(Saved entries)

—————

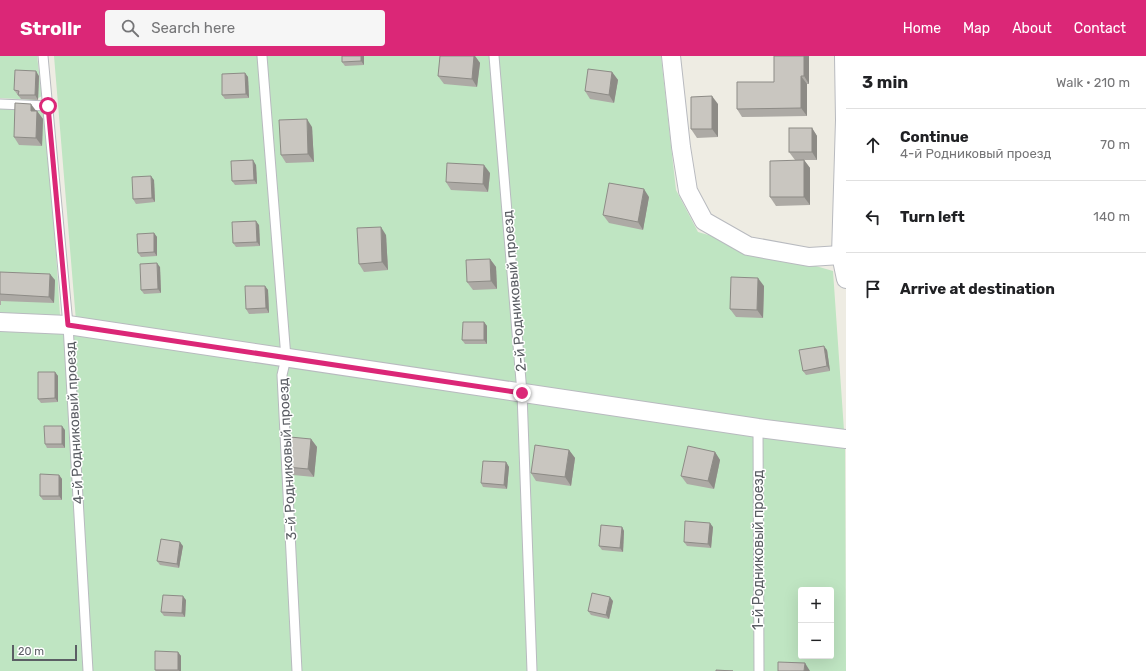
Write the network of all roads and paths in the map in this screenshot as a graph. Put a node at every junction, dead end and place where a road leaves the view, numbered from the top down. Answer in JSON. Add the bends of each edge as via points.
{"nodes":[{"id":1,"x":42,"y":56,"type":"edge"},
{"id":2,"x":262,"y":56,"type":"edge"},
{"id":3,"x":494,"y":56,"type":"edge"},
{"id":4,"x":671,"y":56,"type":"edge"},
{"id":5,"x":844,"y":56,"type":"edge"},
{"id":6,"x":0,"y":104,"type":"edge"},
{"id":7,"x":48,"y":106,"type":"junction"},
{"id":8,"x":846,"y":120,"type":"edge"},
{"id":9,"x":841,"y":255,"type":"junction"},
{"id":10,"x":846,"y":279,"type":"edge"},
{"id":11,"x":0,"y":322,"type":"edge"},
{"id":12,"x":68,"y":325,"type":"junction"},
{"id":13,"x":286,"y":358,"type":"junction"},
{"id":14,"x":522,"y":393,"type":"junction"},
{"id":15,"x":758,"y":428,"type":"junction"},
{"id":16,"x":846,"y":439,"type":"edge"},
{"id":17,"x":88,"y":671,"type":"edge"},
{"id":18,"x":297,"y":671,"type":"edge"},
{"id":19,"x":532,"y":671,"type":"edge"},
{"id":20,"x":759,"y":671,"type":"edge"}],
"edges":[{"from":1,"to":7,"type":"lane","name":"4-й Родниковый проезд"},
{"from":2,"to":13,"type":"lane","name":"3-й Родниковый проезд"},
{"from":3,"to":14,"type":"lane","name":"2-й Родниковый проезд"},
{"from":4,"to":9,"type":"street","via":[[688,191],[704,221],[748,246],[809,257]]},
{"from":5,"to":8,"type":"street"},
{"from":6,"to":7,"type":"lane"},
{"from":7,"to":12,"type":"lane","name":"4-й Родниковый проезд"},
{"from":8,"to":9,"type":"street"},
{"from":9,"to":10,"type":"street"},
{"from":11,"to":12,"type":"street"},
{"from":12,"to":13,"type":"street"},
{"from":12,"to":17,"type":"lane","name":"4-й Родниковый проезд"},
{"from":13,"to":14,"type":"street"},
{"from":13,"to":18,"type":"lane","name":"3-й Родниковый проезд","via":[[282,375]]},
{"from":14,"to":15,"type":"street"},
{"from":14,"to":19,"type":"lane","name":"2-й Родниковый проезд"},
{"from":15,"to":16,"type":"street"},
{"from":15,"to":20,"type":"lane","name":"1-й Родниковый проезд"}]}
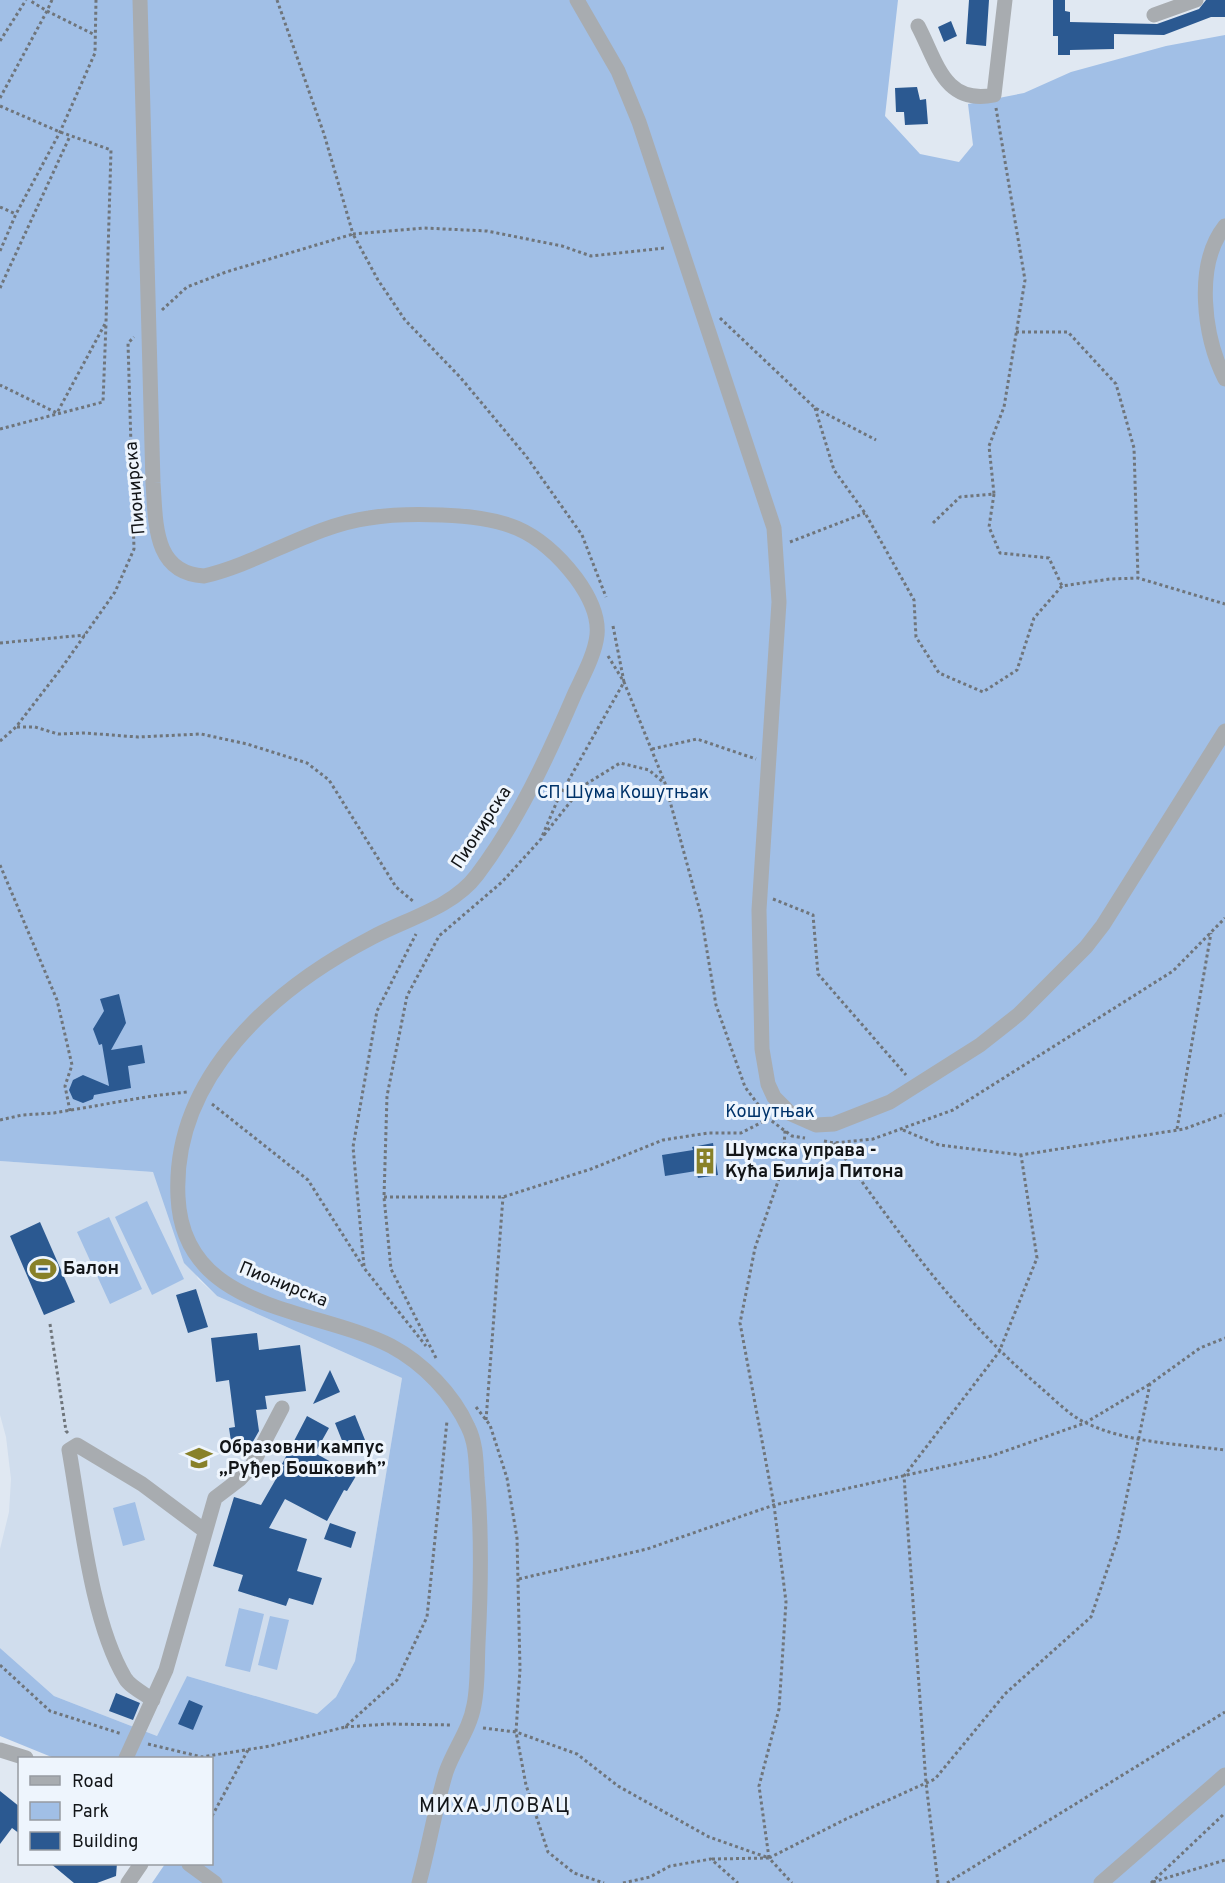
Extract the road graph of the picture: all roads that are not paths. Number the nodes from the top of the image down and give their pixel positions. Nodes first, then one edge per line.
1 (140, 0) edge
2 (577, 0) edge
3 (1005, 0) edge
4 (1196, 0) edge
5 (1154, 15) dead end
6 (918, 26) dead end
7 (1225, 226) edge
8 (1225, 379) edge
9 (1225, 731) edge
10 (282, 1408) dead end
11 (206, 1531) junction
12 (153, 1700) junction
13 (0, 1750) edge
14 (23, 1757) edge
15 (127, 1757) edge
16 (1225, 1775) edge
17 (140, 1865) edge
18 (192, 1865) edge
19 (128, 1883) edge
20 (215, 1883) edge
21 (419, 1883) edge
22 (1101, 1883) edge

1 - 21 street, Пионирска
2 - 9 street
3 - 6 street
4 - 5 street
7 - 8 street
10 - 11 street
11 - 12 street
11 - 12 street
12 - 15 street
13 - 14 street
16 - 22 street
17 - 19 street
18 - 20 street

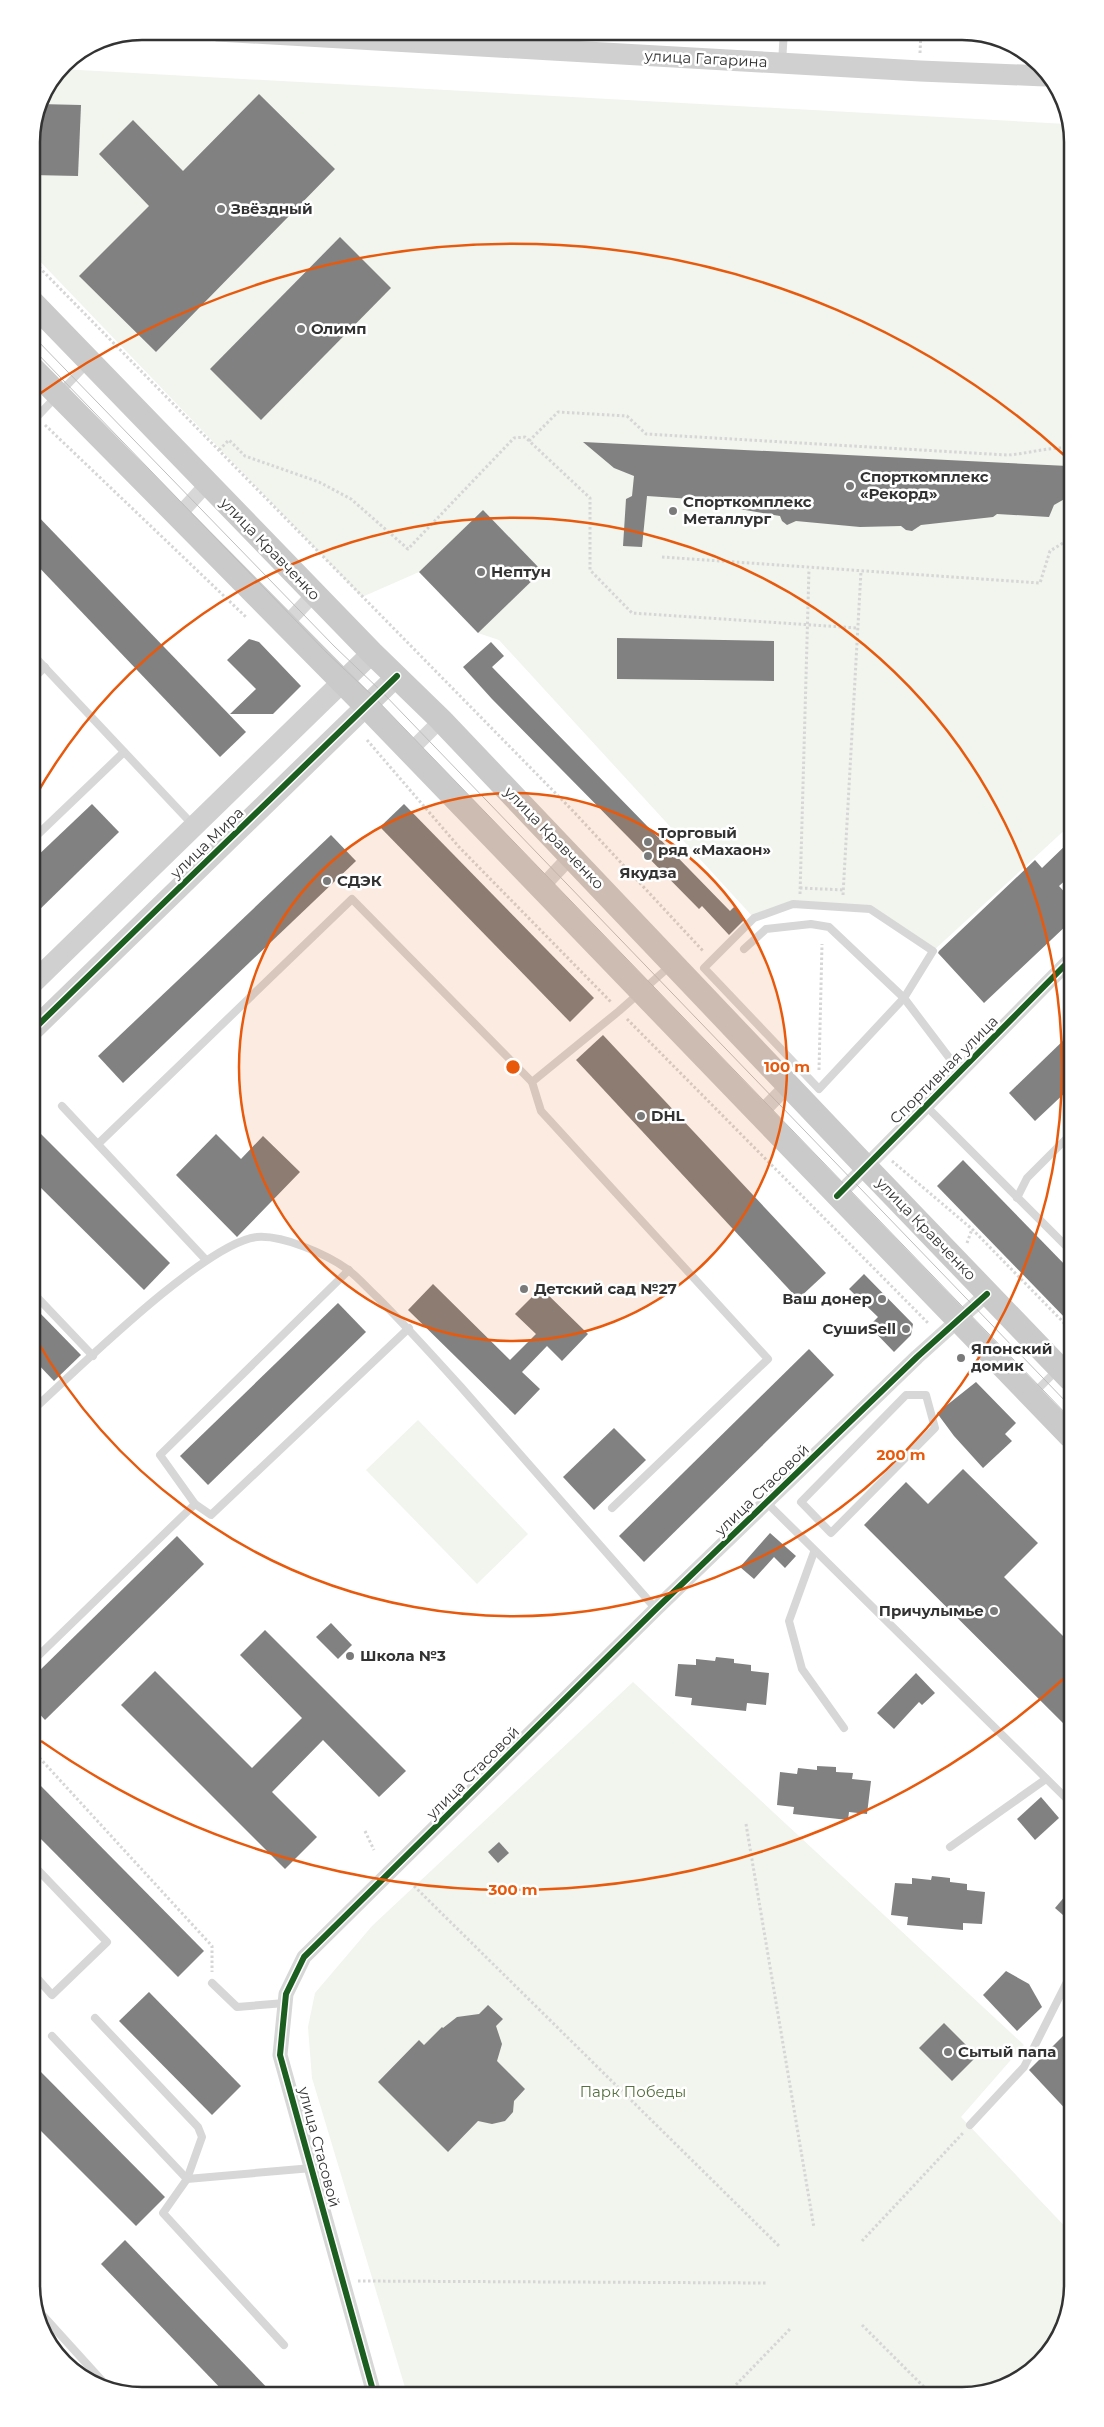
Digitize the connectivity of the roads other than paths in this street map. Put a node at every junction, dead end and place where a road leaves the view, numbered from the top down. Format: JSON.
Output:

—————

● Exercise requirements: Your answer must be the line with "Digitize the connectivity" and all lines after it through the final line of the entries, copied exactly and with nothing added.

● Solution for this task:
Digitize the connectivity of the roads other than paths in this street map. Put a node at every junction, dead end and place where a road leaves the view, numbered from the top down. Format: JSON.
Output:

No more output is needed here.